Usol entered the room and sat at the table in its centre. Compared to the decoration of the room the table and the chairs around it were plain and unremarkable. Usol wasn't the only one here. The Prince's steward Devin Gore, a pedant of a man with thinning hair white and utter devotion to doing things the proper way, had already taken a seat. Next to him sat the loyal Captain Holt, pointedly refusing to acknowledge Devin's existence. The captain was a career military man. He was a tall broad-shouldered man in armour and from the marks on his face, it was clear he'd seen combat more than once. Devin and Holt didn't particularly get along and had very different views on the best ways of doing things and often didn't hesitate to try and impose those views on each other. Devin was supposed to manage the servants and the fiances and Holt was supposed to manage the guards and security.

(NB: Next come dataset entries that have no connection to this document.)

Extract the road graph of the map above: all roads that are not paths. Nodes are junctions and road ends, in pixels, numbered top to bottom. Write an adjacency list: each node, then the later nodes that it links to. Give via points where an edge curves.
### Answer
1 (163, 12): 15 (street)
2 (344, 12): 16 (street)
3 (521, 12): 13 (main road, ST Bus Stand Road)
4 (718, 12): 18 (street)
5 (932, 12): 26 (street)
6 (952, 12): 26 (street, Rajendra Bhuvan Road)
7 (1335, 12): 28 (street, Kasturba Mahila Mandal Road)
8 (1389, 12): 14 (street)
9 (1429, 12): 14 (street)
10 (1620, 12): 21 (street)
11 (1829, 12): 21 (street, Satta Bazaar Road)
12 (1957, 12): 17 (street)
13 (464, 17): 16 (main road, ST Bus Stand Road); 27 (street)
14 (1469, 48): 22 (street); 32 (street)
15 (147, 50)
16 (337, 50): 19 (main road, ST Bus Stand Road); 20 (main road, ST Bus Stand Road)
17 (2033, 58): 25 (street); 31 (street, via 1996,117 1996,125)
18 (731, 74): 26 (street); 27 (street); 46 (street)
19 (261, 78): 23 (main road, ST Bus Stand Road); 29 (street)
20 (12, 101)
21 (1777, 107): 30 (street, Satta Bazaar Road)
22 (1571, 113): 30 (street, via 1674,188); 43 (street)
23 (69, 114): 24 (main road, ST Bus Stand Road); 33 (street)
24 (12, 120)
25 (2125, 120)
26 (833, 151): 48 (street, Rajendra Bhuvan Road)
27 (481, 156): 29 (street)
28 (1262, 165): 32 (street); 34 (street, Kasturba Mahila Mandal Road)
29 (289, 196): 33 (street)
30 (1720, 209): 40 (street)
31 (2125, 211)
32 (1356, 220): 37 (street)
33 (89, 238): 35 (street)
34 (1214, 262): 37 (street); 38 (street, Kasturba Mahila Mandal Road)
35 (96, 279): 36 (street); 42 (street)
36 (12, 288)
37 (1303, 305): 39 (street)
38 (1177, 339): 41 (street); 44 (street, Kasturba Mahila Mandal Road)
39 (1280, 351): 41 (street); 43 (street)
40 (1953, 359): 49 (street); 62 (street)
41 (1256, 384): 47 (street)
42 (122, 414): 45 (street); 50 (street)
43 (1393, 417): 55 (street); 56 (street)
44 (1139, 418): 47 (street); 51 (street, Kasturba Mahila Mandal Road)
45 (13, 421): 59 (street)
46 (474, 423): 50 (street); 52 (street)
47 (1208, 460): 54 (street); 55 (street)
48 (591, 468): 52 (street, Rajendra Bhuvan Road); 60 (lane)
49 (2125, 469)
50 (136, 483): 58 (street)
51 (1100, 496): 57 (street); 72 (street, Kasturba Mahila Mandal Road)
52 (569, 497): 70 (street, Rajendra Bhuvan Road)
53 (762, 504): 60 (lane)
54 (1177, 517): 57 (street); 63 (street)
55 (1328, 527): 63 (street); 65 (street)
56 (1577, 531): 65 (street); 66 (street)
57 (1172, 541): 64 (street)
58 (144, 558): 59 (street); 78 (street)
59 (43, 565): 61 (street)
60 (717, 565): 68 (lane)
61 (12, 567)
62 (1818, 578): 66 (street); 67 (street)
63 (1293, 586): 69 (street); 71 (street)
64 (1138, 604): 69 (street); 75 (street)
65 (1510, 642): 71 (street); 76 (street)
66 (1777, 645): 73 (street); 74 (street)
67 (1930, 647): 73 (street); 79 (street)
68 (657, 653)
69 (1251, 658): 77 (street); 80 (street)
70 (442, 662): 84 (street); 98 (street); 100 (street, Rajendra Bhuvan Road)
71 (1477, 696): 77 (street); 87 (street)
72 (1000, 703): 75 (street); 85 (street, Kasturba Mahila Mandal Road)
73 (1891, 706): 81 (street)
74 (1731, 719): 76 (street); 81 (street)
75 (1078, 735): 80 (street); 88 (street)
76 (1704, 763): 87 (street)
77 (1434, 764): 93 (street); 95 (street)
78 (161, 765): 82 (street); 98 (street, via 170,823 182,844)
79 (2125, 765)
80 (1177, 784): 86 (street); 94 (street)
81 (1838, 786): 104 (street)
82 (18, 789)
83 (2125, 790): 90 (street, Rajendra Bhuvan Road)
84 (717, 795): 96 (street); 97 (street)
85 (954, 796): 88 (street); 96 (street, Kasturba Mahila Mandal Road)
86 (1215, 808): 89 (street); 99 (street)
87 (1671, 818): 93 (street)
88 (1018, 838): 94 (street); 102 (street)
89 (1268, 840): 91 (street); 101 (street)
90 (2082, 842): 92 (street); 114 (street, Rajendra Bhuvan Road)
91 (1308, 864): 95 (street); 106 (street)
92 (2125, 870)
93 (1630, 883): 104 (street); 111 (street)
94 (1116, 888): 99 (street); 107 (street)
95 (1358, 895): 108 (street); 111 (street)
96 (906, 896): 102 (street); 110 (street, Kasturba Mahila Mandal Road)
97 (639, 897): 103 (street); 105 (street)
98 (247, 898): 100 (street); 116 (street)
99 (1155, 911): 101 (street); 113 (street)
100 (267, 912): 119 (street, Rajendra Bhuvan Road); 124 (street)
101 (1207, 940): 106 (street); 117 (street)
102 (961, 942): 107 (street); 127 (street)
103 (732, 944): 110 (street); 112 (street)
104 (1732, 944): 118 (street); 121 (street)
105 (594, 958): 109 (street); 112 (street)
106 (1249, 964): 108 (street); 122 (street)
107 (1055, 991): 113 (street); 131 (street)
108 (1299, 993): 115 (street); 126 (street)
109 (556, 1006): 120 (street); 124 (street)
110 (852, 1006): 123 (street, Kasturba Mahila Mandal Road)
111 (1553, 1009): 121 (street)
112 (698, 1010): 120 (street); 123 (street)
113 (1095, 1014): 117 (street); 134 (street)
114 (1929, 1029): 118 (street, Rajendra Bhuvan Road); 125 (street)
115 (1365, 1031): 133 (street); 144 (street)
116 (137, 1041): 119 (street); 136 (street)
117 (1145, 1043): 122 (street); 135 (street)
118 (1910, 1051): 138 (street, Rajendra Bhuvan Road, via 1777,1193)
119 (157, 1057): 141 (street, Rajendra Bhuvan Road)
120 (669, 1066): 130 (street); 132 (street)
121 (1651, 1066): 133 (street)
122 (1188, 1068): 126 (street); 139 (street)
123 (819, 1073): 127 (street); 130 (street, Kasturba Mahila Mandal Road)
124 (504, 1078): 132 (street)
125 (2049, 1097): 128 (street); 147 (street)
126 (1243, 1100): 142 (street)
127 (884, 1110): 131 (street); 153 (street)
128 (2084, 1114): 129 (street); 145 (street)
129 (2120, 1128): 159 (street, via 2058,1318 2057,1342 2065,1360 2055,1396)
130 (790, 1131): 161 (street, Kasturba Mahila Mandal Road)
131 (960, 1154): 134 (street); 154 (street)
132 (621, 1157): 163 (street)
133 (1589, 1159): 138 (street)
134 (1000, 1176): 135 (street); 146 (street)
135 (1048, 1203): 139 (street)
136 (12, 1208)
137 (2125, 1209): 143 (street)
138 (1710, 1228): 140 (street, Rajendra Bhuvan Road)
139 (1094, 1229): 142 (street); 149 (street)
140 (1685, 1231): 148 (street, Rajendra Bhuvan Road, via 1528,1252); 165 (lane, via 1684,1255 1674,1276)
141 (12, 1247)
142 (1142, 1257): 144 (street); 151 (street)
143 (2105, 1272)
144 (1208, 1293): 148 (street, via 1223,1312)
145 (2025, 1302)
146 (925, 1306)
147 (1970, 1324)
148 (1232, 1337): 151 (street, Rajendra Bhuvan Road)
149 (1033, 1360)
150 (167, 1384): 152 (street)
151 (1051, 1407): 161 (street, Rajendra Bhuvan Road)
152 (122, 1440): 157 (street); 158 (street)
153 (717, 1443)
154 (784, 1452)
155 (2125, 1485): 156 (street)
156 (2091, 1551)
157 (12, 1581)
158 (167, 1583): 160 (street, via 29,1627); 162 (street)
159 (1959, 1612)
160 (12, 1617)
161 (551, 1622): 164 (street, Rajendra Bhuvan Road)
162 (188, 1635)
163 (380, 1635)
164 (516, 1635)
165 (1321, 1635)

Devin frequently insulted Holt calling him a brash thoughtless brute and in typical Devin fashion, he did this by writing notes in fantastically neat and precise handwriting and sending them to everyone involved. Their squabbles could get vicious at points but Devin considered taking things too far 'indecent' and had lines he'd never even contemplate crossing. Similarly, Holt saw himself as a man of honour and would never resort to anything underhanded or violent. This all resulted in their feud having a set of unspoken rules they both adhered to.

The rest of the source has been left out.